Here is some progress on the generation with the FastGAN Backbone, kimg=576, it seems like a little improvement with more training time.
image

@xl-sr
Copy link
Contributor

xl-sr commented Dec 13, 2021

Hi :)

First of all, the FastGAN backbone seems to have a harder time with faces as we showed in the paper. The StyleGAN samples already look better to me, so maybe it is simply a matter of training longer.

Your dataset seems to be pretty hard as you have unaligned persons, high diversity, and only few images. Getting details such as faces right on such a dataset is hard, and might not be possible (yet). You can notice this when looking at eg. samples by BigGAN on ImageNet classes with humans, which is similar to your setting.

One thing you could try is to initialize the SG2 backbone with pretrained weights, eg. from FFHQ.

@jlmarrugom
Copy link
Author

Can I use Pretrained models that were training without a projected architecture?, i.e. the ones on the StyleGAN2 repo? Is it the same for fastGAN?

@xl-sr
Copy link
Contributor

xl-sr commented Dec 13, 2021

Yes, you can simply use the models from the official StyleGAN2 repo, they are compatible.

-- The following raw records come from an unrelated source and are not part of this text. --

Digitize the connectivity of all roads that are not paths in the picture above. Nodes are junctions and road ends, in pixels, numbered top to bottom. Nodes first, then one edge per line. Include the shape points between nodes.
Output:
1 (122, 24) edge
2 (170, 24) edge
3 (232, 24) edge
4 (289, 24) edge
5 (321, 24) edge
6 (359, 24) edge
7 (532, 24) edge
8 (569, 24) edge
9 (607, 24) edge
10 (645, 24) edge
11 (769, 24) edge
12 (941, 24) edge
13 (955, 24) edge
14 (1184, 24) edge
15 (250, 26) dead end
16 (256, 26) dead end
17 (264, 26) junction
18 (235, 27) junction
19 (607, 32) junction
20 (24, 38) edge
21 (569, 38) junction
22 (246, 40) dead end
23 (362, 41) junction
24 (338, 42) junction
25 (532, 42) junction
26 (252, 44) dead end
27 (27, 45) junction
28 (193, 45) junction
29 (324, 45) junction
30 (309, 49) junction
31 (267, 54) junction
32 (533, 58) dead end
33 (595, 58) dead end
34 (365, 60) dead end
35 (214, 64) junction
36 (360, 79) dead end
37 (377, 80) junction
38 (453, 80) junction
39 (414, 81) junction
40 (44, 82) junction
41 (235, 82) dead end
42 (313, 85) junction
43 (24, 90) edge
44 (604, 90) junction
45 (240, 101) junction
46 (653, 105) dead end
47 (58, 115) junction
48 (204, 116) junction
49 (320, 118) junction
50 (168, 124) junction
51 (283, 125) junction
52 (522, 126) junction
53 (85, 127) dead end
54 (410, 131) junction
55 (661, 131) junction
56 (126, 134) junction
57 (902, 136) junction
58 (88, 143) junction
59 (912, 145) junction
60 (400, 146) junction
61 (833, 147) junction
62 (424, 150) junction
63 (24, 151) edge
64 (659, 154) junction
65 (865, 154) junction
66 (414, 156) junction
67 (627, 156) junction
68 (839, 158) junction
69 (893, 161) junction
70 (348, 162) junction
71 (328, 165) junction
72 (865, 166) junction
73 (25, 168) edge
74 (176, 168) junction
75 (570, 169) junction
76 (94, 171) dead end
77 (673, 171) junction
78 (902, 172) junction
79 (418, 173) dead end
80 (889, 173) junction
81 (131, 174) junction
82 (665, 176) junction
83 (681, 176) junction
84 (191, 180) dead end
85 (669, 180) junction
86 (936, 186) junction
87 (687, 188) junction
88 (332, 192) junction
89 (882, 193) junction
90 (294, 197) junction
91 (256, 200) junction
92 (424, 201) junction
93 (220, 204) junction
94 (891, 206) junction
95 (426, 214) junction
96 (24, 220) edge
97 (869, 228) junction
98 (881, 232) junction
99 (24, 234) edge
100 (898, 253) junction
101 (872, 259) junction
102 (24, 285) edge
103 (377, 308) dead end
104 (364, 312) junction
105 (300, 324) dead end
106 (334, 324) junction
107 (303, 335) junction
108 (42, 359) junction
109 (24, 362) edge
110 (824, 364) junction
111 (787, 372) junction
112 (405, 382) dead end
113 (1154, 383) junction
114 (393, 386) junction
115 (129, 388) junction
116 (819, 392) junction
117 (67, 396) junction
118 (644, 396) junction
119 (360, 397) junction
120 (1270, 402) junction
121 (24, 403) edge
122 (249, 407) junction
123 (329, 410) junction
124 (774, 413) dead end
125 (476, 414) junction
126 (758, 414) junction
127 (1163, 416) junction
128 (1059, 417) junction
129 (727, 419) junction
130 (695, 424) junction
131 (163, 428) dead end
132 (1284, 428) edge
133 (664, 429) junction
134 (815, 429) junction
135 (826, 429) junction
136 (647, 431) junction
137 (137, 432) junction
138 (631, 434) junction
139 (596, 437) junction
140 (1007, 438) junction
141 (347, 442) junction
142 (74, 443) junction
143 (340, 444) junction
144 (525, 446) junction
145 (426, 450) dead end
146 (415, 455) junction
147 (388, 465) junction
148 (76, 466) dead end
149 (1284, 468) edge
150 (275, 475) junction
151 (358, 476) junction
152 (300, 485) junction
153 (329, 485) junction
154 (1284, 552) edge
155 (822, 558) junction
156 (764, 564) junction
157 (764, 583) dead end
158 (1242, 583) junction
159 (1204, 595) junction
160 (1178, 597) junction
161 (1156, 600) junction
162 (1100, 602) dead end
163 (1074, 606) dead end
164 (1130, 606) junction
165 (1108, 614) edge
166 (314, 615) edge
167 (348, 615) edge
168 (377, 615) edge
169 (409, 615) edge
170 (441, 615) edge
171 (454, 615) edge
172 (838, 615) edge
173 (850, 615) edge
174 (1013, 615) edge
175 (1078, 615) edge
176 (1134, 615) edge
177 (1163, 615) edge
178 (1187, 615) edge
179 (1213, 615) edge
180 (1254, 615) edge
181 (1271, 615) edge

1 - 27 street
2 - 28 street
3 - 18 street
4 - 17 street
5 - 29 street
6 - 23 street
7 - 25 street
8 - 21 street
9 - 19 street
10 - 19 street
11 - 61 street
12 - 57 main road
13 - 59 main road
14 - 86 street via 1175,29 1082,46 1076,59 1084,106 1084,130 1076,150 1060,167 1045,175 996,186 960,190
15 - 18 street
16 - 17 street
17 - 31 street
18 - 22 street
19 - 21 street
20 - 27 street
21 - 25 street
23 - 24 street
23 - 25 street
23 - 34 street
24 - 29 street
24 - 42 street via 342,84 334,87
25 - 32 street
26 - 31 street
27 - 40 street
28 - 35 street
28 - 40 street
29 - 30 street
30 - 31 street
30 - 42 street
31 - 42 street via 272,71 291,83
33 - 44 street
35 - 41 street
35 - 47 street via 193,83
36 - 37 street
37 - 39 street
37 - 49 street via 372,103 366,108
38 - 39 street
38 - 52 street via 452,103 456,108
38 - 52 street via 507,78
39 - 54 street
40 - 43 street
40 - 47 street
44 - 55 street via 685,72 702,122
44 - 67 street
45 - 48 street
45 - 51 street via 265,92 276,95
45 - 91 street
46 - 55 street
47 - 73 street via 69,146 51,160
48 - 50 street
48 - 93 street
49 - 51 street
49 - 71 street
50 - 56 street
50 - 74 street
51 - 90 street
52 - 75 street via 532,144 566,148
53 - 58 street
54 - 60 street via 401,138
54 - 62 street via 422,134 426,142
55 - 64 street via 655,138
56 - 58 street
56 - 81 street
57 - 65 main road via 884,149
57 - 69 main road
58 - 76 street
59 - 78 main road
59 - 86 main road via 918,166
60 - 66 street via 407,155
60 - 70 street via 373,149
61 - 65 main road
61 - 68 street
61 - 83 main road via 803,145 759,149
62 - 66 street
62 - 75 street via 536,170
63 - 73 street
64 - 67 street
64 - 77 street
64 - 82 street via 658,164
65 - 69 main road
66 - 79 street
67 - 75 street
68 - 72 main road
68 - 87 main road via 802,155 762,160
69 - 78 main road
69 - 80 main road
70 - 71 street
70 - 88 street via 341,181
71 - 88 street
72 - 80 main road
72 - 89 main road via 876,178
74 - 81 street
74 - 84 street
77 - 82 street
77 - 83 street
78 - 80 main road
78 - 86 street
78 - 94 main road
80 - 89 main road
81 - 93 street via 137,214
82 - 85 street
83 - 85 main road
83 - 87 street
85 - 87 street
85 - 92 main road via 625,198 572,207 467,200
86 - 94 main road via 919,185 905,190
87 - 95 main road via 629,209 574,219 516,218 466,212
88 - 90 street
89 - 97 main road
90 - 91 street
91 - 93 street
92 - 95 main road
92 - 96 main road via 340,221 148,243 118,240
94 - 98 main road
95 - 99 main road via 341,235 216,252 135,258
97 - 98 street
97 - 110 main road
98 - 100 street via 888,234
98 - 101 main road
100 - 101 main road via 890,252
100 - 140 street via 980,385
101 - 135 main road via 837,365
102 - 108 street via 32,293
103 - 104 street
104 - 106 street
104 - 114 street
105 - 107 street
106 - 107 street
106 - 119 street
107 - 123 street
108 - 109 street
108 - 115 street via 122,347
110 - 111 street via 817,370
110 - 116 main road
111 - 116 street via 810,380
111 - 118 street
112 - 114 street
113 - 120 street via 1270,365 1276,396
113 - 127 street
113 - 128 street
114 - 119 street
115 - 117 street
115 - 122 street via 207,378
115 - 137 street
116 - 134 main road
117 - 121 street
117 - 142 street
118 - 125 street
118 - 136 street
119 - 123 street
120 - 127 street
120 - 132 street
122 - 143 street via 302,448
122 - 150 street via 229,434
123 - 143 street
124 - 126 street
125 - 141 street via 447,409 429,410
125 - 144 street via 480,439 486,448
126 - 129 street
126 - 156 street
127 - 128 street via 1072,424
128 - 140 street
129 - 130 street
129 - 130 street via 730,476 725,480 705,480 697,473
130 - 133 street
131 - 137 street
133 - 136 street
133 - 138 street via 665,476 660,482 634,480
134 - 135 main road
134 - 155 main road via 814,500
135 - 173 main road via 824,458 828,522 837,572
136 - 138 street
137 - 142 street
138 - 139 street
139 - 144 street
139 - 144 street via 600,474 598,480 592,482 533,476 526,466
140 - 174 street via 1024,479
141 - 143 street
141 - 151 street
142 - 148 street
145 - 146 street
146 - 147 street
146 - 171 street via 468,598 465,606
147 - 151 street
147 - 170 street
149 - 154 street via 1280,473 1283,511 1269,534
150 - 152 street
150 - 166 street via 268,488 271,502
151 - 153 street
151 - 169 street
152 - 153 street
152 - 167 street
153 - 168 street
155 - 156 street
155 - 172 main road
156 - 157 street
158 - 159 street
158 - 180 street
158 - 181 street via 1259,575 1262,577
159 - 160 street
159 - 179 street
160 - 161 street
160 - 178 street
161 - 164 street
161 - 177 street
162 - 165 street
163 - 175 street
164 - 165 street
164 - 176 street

Of course, you should only copy the weight for G and G_ema, the discriminator should be initialized randomly. I haven't tried this myself, but the PG discriminators should be able to catch up very quickly since they are so lightweight.

@xl-sr
Copy link
Contributor

xl-sr commented Dec 29, 2021

closing this now, feel free to update/reopen with new results.

@xl-sr xl-sr closed this as completed Dec 29, 2021
@Mut1nyJD
Copy link

Hi :)

First of all, the FastGAN backbone seems to have a harder time with faces as we showed in the paper. The StyleGAN samples already look better to me, so maybe it is simply a matter of training longer.

Any idea why it struggles with faces so much? Seems very odd is it because of the symmetry but then I would expect you would see similar struggles in LSUN Bedroom, too.

I tried a few different settings even added local self attention to the generator but unfortunately that did not help much at all.

So my guess the problem is somewhere in the discriminator maybe in the feature network it uses itself?

@xl-sr
Copy link
Contributor

xl-sr commented Dec 29, 2021

If you look at samples of the original FastGAN (without PG), the samples on FFHQ are already quite a bit worse than the ones of StyleGAN. Simply adding attention layers does not lead to improvements in my experience.

It is definitely that the problem might be in the feature network itself so finding a better alternative is definitely an interesting research direction. However, in this case, it might just be a very difficult dataset.

@Mut1nyJD
Copy link

If you look at samples of the original FastGAN (without PG), the samples on FFHQ are already quite a bit worse than the ones of StyleGAN. Simply adding attention layers does not lead to improvements in my experience.

It is definitely that the problem might be in the feature network itself so finding a better alternative is definitely an interesting research direction. However, in this case, it might just be a very difficult dataset.

Hmm interesting good point I will have a look with pure FastGAN implementation and see what happens it is just funny I've not seen such a behavior with any GAN architecture before which is extremely weird. Either the whole image is completely bad or ok/good. But in yours it seems faces are completely bad, but the rest is actually fine.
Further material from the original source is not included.